Vor allem die Statistiken hatten die SpitzenwissenschaftlerInnen zum Umdenken bewegt. Denn in Deutschland sitzen nur auf 15 Prozent der Lehrstühle Frauen, im europäischen Vergleich ist das einer der letzten Plätze. „Es war die berühmte Scherenentwicklung, die den Wissenschaftlern zu denken gegeben hat“, präzisiert Sigrid Metz-Göckel, Professorin für Hochschuldidaktik, die an der Entstehung der Empfehlungen beteiligt war. In der Medizin etwa studierten zu 75 Prozent Frauen, von denen viele exzellente Studentinnen seien. Nach der Promotion aber sinke der Frauenanteil kontinuierlich.

Die Mechanismen, die zum Verlust der Frauen auf dem Weg nach oben führen, sind mittlerweile bekannt. Es gebe einen „Prozess der Entmutigung“ von Frauen auf dem wissenschaftlichen Weg, so die Frauenbeauftragte der TU Berlin, Heidi Degethoff de Campos. „Nach der Promotion haben Frauen kaum mehr weibliche Vorbilder. Und es wird ihnen vermittelt, dass die Wissenschaft für sie vielleicht doch nicht das Richtige sei.“ Zu diesem Entmutigungsprozess gehört auch, dass die männlichen Lehrstuhlinhaber eher auch Männer fördern. Das hat nun auch der Wissenschaftsrat erkannt, der diese sogenannte homosoziale Kooptation als ernsthaftes Hindernis für Frauen erwähnt.

Um solche Hindernisse zu beseitigen, empfiehlt der Rat verschiedene Maßnahmen: Die Gutachter- und Bewerbungsverfahren etwa sollen anonymisiert werden.
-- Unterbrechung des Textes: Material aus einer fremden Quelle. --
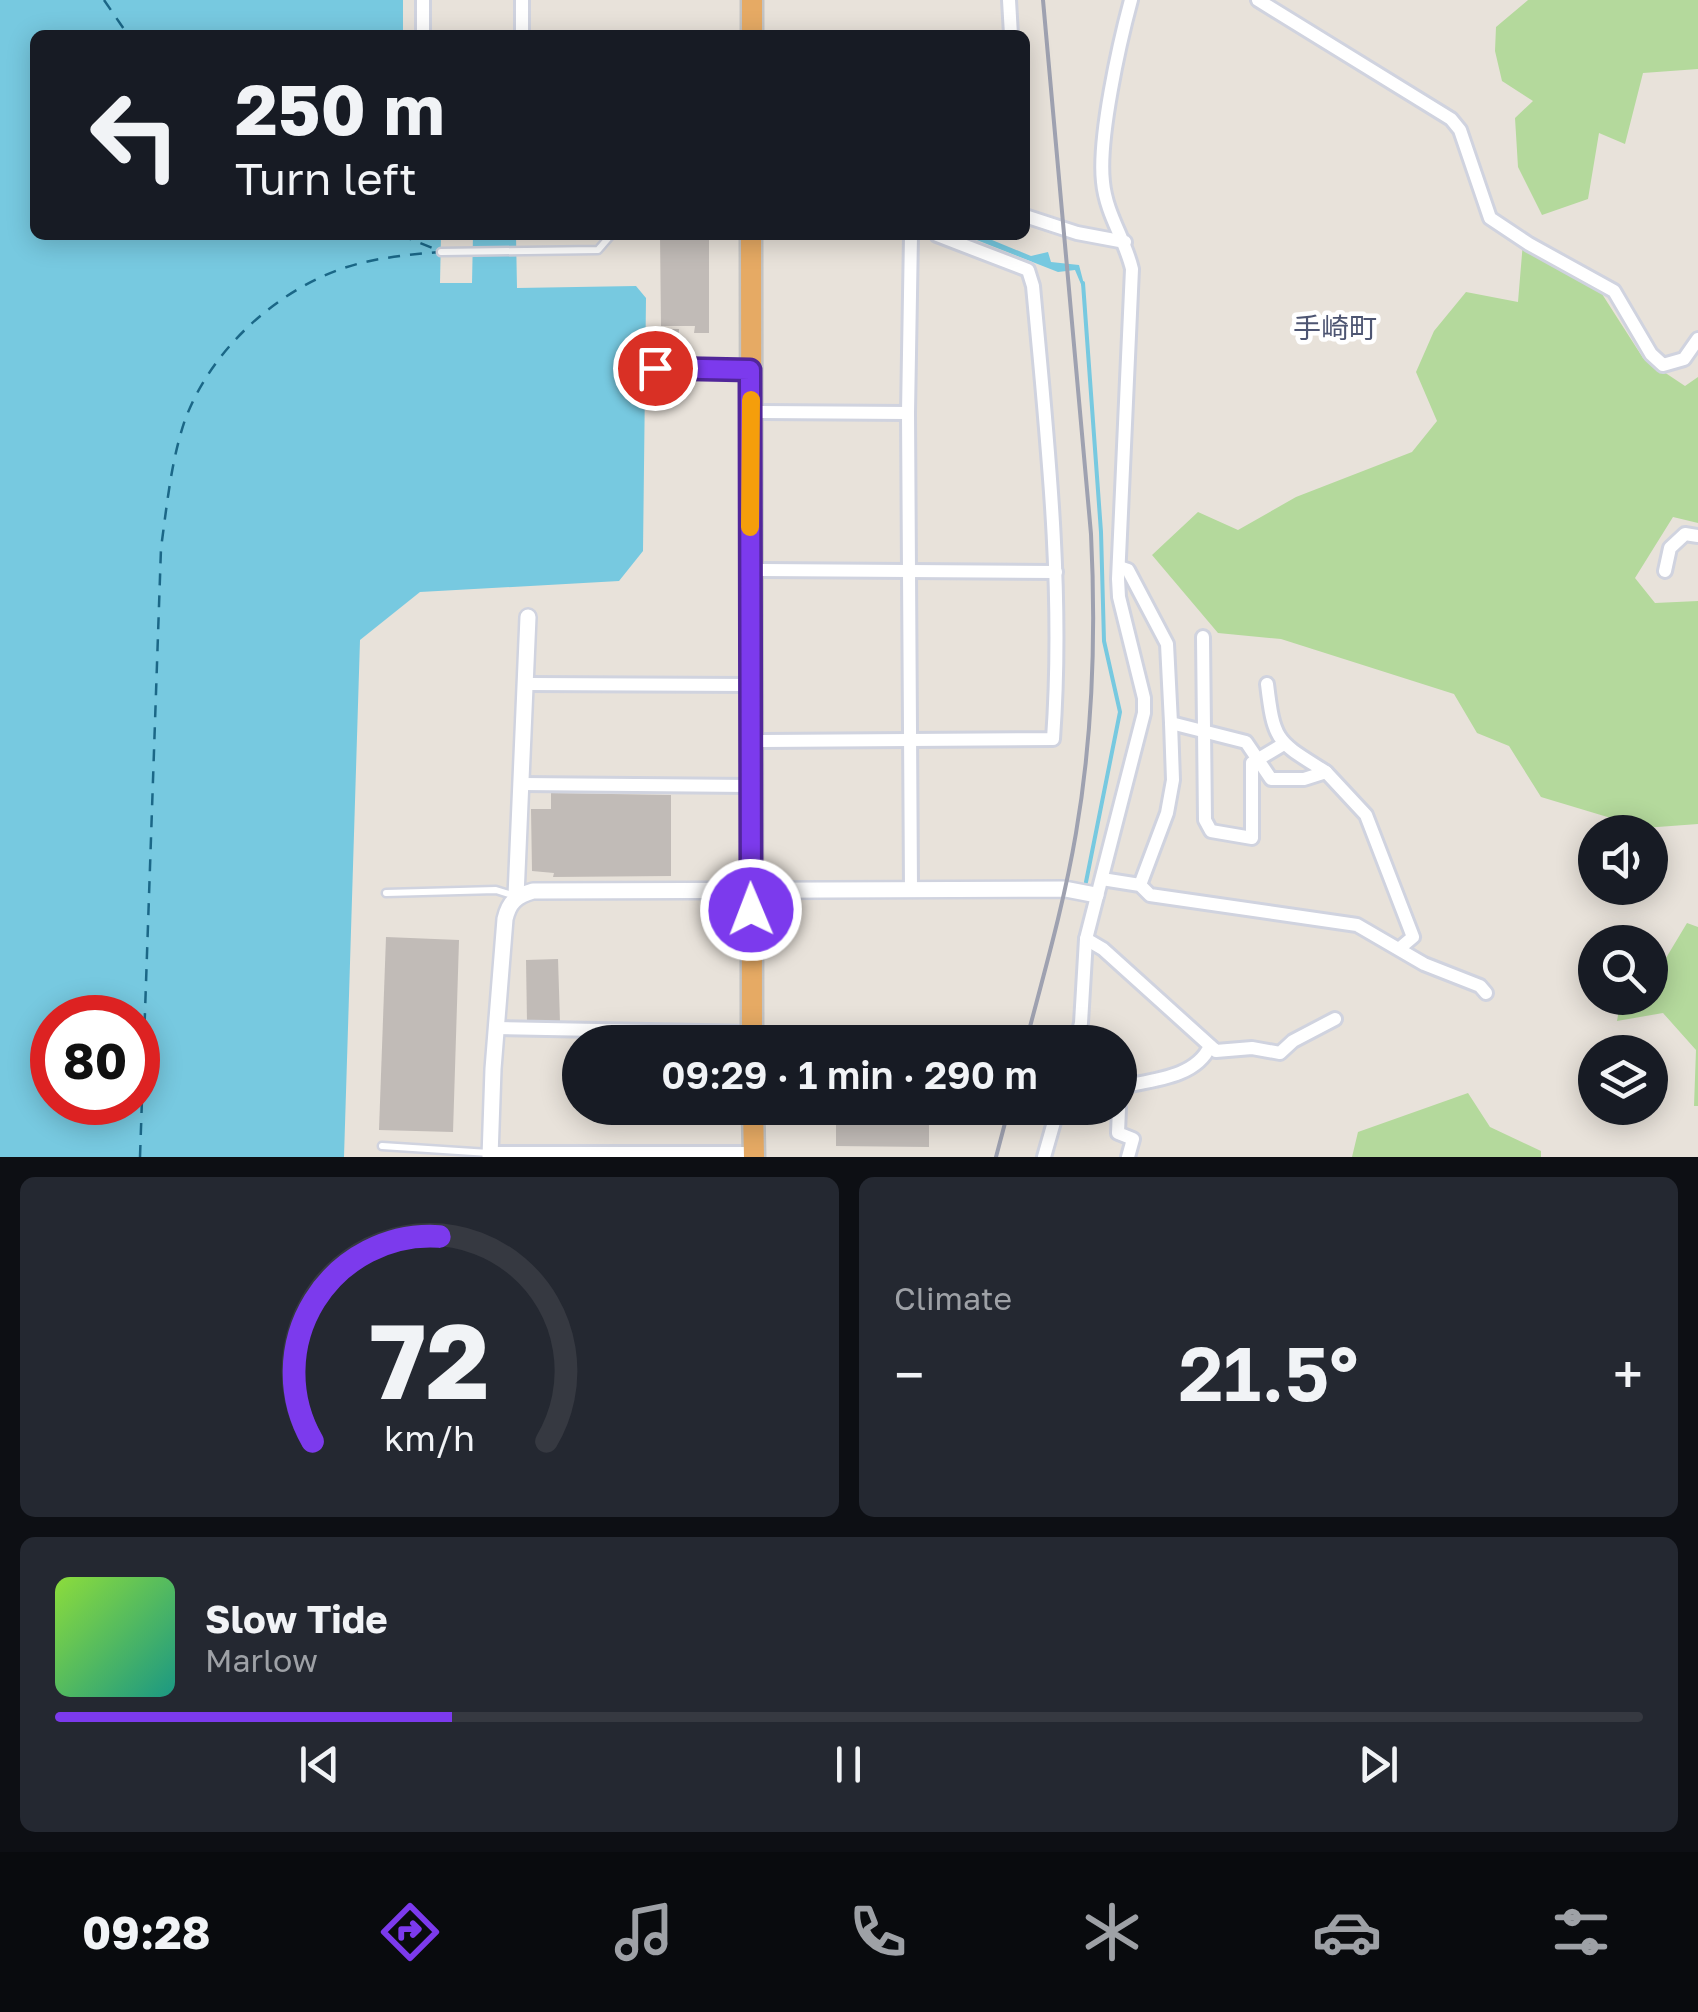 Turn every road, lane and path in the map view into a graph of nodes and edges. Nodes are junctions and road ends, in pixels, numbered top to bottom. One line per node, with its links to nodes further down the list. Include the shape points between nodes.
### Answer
1 (423, 0): 7 (street)
2 (522, 0): 8 (street)
3 (752, 0): 9 (highway)
4 (1010, 0): 10 (street)
5 (1131, 0): 16 (street, via 1102,182)
6 (1258, 0): 18 (street, via 1452,119 1490,218 1614,291 1662,365 1684,359)
7 (423, 30)
8 (522, 30)
9 (752, 30)
10 (1011, 30)
11 (1030, 218): 16 (street)
12 (607, 240): 17 (lane, via 598,250)
13 (750, 240): 20 (highway)
14 (911, 240): 22 (street)
15 (950, 240): 27 (street, via 1028,270 1034,286)
16 (1126, 242): 24 (street, via 1132,286)
17 (440, 252)
18 (1698, 339)
19 (655, 368): 20 (street)
20 (750, 370): 21 (highway)
21 (752, 412): 22 (street); 25 (highway)
22 (908, 413): 26 (street)
23 (1698, 536): 28 (street, via 1686,534 1670,548)
24 (1119, 567): 34 (street, via 1128,570 1167,644); 43 (street, via 1119,597 1144,712)
25 (750, 570): 26 (street); 32 (highway)
26 (910, 570): 27 (street); 37 (street)
27 (1056, 572): 37 (street, via 1053,740)
28 (1665, 572)
29 (528, 617): 31 (street)
30 (1203, 637): 35 (street)
31 (526, 684): 32 (street); 41 (street)
32 (752, 684): 36 (highway)
33 (1267, 684): 38 (street, via 1272,726)
34 (1171, 723): 35 (street); 44 (street, via 1167,813)
35 (1204, 732): 39 (street, via 1246,742); 39 (street, via 1210,831 1252,838 1252,763)
36 (750, 741): 37 (street); 42 (highway)
37 (908, 742): 46 (street)
38 (1282, 744): 39 (street); 40 (street)
39 (1258, 758): 40 (street, via 1271,779)
40 (1326, 772): 51 (street, via 1366,815 1413,937)
41 (521, 784): 42 (street); 49 (street)
42 (750, 786): 45 (highway)
43 (1102, 878): 44 (street); 48 (street)
44 (1140, 886): 51 (street, via 1150,894 1357,925)
45 (751, 890): 46 (street); 49 (street); 54 (highway)
46 (911, 890): 48 (street, via 1065,889)
47 (386, 893): 49 (lane, via 496,890)
48 (1096, 895): 50 (street)
49 (516, 896): 56 (street, via 505,920)
50 (1086, 939): 55 (street); 58 (street)
51 (1400, 948): 52 (street)
52 (1486, 993)
53 (1335, 1019): 58 (street, via 1280,1052)
54 (752, 1025)
55 (1080, 1025)
56 (496, 1028): 57 (street); 64 (street)
57 (562, 1031)
58 (1210, 1046): 59 (street, via 1205,1057 1176,1075)
59 (1137, 1083)
60 (753, 1125): 65 (highway)
61 (1053, 1125): 66 (street)
62 (1118, 1125): 67 (street, via 1118,1133 1134,1139)
63 (382, 1146): 64 (lane)
64 (490, 1155): 65 (street)
65 (754, 1155)
66 (1044, 1157)
67 (1128, 1157)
Denn eine Studie hat ergeben, dass wissenschaftliche Zeitschriften die Beiträge von Frauen doppelt so oft annehmen, wenn die Gutachter nicht wissen, ob ein Mann oder eine Frau den Beitrag eingereicht hat. Es sollen Anreize geschaffen werden, indem man etwa die Mittelvergabe an Frauenförderung bindet. Mentoringprogramme und die gezielte Ansprache von Frauen und schließlich auch die Flexibilisierung von Arbeitszeiten und eine bessere Kinderbetreuung sind weitere Ziele, die der Rat formuliert.

„Das ist ein echter Paradigmenwechsel“, meint Heidi Degethoff de Campos. „Bisher musste oft die Frauenbeauftragte um die Förderung jeder einzelnen Frau kämpfen. Jetzt will sich die ganze Organisation darum kümmern, dass Hindernisse für Frauen abgebaut werden.“ Allerdings haben sich nur wenige Institute auf Ziele verständigt, wie viele Frauen sie fördern wollen. Denn eine Quotenvorgabe empfiehlt der Wissenschaftsrat nicht – was die Bildungsgewerkschaft GEW scharf kritisiert: „Der Wissenschaftsrat hat die einmalige Chance verpasst, den aktuellen Generationswechsel in der Professorenschaft für eine wirksame Gleichstellung von Frauen und Männern zu nutzen“, so Anne Jenter, im GEW-Vorstand für Frauenpolitik zuständig. Interessanterweise waren vor allem einige Frauen im Wissenschaftsrat gegen eine Quote, berichtet Sigrid Metz-Göckel. „Sie befürchteten leider, Wissenschaftlerinnen würden als „Quotenfrauen“ abgewertet“.